Data mining classification is one step in the process of data mining. It is used to group items based on certain key characteristics. There are several techniques used for data mining classification, including nearest neighbor classification, decision tree learning, and support vector machines.
Data mining is a method researchers use to extract patterns from data. Generally a representative sample is chosen from the pool of data and then manipulated and analyzed to find patterns. In addition to data mining classification, researchers may also use clustering, regression, and rule learning to analyze the data.
There are several algorithms that can be used in data mining classification. Nearest neighbor classification is one of the simplest of the data mining classification algorithms. It relies on a training set. A training set is a set of data used to train the computer into paying attention to certain variables. In nearest neighbor classification, the computer simply classifies all data as part of the group that contains data closest in value to the input.

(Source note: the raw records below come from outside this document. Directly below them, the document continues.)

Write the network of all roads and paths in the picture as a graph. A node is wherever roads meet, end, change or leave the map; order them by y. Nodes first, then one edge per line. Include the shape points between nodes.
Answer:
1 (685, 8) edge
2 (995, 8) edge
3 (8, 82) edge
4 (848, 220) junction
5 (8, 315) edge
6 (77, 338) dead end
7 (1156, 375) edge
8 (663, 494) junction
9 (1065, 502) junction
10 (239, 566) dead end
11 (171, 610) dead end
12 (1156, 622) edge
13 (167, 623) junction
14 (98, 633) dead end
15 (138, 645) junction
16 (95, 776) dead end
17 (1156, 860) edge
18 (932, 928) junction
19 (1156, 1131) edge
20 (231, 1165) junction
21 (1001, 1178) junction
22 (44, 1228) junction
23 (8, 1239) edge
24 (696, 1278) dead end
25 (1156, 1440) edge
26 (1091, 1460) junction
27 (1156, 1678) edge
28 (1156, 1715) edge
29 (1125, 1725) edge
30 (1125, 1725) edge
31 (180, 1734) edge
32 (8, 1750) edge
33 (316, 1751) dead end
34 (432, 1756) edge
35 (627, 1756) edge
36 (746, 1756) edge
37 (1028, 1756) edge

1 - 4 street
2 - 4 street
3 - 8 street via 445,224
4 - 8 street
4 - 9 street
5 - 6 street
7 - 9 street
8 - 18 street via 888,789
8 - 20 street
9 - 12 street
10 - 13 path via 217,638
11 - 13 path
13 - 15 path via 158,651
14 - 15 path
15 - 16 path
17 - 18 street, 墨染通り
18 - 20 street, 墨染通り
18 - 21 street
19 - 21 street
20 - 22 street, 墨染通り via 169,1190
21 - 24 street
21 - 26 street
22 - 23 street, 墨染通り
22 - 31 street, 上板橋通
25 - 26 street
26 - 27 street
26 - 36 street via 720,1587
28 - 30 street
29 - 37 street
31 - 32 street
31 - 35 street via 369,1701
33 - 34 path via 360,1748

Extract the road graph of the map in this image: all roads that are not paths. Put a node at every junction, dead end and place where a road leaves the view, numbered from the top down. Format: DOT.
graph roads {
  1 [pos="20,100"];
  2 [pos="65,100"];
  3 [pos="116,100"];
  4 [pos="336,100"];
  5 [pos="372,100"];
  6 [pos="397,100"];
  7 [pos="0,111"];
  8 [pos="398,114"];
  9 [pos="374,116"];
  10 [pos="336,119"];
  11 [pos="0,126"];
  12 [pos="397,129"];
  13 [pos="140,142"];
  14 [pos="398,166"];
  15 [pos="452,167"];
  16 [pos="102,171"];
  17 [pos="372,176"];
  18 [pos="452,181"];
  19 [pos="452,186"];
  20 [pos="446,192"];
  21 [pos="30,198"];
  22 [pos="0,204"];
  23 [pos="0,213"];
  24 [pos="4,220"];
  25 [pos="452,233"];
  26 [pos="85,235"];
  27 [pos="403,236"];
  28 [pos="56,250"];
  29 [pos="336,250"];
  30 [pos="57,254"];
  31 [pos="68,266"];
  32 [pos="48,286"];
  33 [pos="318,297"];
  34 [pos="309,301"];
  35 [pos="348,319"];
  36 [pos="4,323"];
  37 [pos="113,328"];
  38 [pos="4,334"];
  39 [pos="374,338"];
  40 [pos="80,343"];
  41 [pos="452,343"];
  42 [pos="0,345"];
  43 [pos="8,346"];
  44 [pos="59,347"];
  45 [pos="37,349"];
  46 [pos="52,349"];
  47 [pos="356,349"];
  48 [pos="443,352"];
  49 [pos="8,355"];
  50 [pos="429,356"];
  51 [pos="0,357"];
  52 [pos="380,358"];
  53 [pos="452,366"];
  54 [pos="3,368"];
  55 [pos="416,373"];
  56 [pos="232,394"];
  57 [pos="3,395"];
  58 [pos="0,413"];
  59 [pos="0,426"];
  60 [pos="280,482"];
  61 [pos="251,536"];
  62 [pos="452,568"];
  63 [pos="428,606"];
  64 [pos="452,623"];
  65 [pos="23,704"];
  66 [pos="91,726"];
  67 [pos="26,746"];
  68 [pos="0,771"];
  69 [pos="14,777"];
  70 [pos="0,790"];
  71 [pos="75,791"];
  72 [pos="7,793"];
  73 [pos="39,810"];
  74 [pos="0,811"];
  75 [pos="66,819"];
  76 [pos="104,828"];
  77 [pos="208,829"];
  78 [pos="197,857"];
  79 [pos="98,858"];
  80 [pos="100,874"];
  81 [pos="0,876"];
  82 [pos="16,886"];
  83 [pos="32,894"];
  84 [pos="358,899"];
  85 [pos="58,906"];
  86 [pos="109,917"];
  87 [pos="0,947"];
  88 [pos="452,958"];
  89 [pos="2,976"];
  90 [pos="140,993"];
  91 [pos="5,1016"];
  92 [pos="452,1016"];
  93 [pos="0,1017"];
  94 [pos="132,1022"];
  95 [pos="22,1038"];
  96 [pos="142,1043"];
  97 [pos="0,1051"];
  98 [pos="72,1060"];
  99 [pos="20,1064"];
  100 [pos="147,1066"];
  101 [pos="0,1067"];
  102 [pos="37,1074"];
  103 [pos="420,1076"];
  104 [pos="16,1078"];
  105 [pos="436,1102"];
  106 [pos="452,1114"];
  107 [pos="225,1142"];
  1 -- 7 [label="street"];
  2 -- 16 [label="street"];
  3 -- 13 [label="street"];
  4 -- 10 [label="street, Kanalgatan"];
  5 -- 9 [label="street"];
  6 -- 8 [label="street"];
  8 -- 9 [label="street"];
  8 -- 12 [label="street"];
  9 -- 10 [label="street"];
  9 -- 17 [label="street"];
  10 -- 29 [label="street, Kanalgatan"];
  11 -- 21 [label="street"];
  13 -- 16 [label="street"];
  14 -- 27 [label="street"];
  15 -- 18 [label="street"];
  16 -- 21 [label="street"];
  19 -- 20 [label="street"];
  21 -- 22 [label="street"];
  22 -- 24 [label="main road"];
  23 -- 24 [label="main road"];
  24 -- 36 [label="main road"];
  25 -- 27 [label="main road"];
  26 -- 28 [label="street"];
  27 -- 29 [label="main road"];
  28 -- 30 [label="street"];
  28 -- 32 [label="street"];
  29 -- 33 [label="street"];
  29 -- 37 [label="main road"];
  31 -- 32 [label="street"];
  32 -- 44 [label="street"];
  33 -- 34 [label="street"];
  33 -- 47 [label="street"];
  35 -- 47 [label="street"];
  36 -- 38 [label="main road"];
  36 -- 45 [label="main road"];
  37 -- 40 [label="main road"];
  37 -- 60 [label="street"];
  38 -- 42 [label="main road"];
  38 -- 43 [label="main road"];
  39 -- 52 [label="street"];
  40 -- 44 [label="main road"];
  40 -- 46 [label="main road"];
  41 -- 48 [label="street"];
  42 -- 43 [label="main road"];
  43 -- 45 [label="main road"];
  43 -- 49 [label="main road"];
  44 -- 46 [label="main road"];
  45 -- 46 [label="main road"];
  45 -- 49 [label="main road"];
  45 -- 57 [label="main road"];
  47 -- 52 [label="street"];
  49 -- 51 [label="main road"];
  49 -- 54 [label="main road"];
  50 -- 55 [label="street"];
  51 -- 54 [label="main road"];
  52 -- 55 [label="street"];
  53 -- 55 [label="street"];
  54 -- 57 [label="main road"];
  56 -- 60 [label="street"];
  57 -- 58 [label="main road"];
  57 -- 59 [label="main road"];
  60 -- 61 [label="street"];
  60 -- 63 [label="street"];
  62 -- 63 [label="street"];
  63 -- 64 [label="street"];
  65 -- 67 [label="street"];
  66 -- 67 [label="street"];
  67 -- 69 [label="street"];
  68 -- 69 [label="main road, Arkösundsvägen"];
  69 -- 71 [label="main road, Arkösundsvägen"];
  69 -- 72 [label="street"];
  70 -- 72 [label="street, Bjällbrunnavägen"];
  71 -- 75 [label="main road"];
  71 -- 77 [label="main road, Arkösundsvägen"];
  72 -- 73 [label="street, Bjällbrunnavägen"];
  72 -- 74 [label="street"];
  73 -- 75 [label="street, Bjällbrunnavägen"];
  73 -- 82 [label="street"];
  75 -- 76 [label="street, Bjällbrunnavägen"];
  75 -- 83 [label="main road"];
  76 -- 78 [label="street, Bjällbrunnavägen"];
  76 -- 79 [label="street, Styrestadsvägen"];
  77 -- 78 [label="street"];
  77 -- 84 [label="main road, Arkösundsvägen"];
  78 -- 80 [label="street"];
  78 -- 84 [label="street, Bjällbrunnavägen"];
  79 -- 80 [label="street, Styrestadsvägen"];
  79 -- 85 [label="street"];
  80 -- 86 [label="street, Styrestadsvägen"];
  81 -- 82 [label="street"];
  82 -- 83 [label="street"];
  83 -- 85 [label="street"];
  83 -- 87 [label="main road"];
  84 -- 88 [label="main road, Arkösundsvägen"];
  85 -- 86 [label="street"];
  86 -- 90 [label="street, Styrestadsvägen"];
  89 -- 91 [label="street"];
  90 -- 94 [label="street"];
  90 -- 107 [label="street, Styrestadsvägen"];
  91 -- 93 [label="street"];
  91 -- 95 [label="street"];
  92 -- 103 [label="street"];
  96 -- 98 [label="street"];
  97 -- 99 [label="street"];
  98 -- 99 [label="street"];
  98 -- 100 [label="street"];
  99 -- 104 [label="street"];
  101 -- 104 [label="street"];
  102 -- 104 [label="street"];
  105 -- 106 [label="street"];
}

Decision tree learning uses a branching model to classify the data. The computer basically asks a series of questions about the data. If the answer to the first question is true, it asks question 2a. If the answer is false, it asks question 2b. When drawn out, this method forms a tree of branching paths.
Naive Bayes classification relies on probability. It asks a series of questions about each piece of data and then uses the answers to determine the probability that the data belong in a particular classification. This is different from decision tree learning because the answer to the first question does not influence which question will be asked next.
More complicated methods of data mining classification include neural networks and support vector machines. These methods are computer-based models that would be difficult to do by hand. Neural networks is often used in artificial intelligence programming because it mimics the human brain. It filters information through a series of nodes that find patterns and then classify the information.
Support vector machines use training samples to build a model that will classify information, usually visualized as a scatter plot with a wide space between categories. When new information is fed into the machine, it is plotted on the graph. The data are then classified based on which category the information falls closest to on the graph. This method works only when there are two options to choose from.